* _TASK DETAILS_:
Exactly as written, retype the listing below, omitting the pictures.

* _SUPPLIED MATERIAL_:

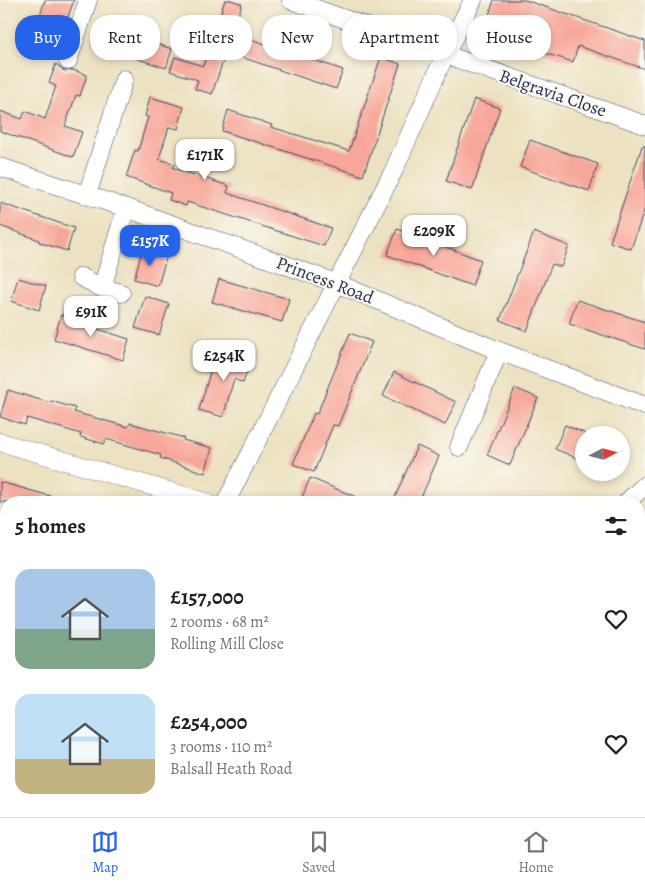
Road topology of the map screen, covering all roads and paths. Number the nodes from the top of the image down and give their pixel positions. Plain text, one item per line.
1 (88, 0) edge
2 (291, 0) edge
3 (473, 0) edge
4 (342, 18) edge
5 (457, 31) edge
6 (457, 59) edge
7 (443, 60) edge
8 (68, 61) dead end
9 (124, 79) dead end
10 (645, 125) edge
11 (0, 168) edge
12 (87, 195) junction
13 (126, 208) junction
14 (81, 277) dead end
15 (336, 283) junction
16 (102, 288) junction
17 (121, 293) dead end
18 (499, 352) junction
19 (645, 406) edge
20 (0, 442) edge
21 (459, 448) dead end
22 (645, 485) edge
23 (185, 496) edge
24 (229, 496) edge
25 (633, 496) edge

1 - 8 street
2 - 4 street, Belgravia Close
3 - 5 street
6 - 10 street, Belgravia Close
7 - 15 street
9 - 12 street
11 - 12 street, Princess Road
12 - 13 street, Princess Road
13 - 15 street, Princess Road
13 - 16 street
14 - 16 street
15 - 18 street, Princess Road
15 - 24 street
16 - 17 street
18 - 19 street, Princess Road
18 - 21 street
20 - 23 street
22 - 25 street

* _WRITTEN REPLY_:
Road topology of the map screen, covering all roads and paths. Number the nodes from the top of the image down and give their pixel positions. Plain text, one item per line.
1 (88, 0) edge
2 (291, 0) edge
3 (473, 0) edge
4 (342, 18) edge
5 (457, 31) edge
6 (457, 59) edge
7 (443, 60) edge
8 (68, 61) dead end
9 (124, 79) dead end
10 (645, 125) edge
11 (0, 168) edge
12 (87, 195) junction
13 (126, 208) junction
14 (81, 277) dead end
15 (336, 283) junction
16 (102, 288) junction
17 (121, 293) dead end
18 (499, 352) junction
19 (645, 406) edge
20 (0, 442) edge
21 (459, 448) dead end
22 (645, 485) edge
23 (185, 496) edge
24 (229, 496) edge
25 (633, 496) edge

1 - 8 street
2 - 4 street, Belgravia Close
3 - 5 street
6 - 10 street, Belgravia Close
7 - 15 street
9 - 12 street
11 - 12 street, Princess Road
12 - 13 street, Princess Road
13 - 15 street, Princess Road
13 - 16 street
14 - 16 street
15 - 18 street, Princess Road
15 - 24 street
16 - 17 street
18 - 19 street, Princess Road
18 - 21 street
20 - 23 street
22 - 25 street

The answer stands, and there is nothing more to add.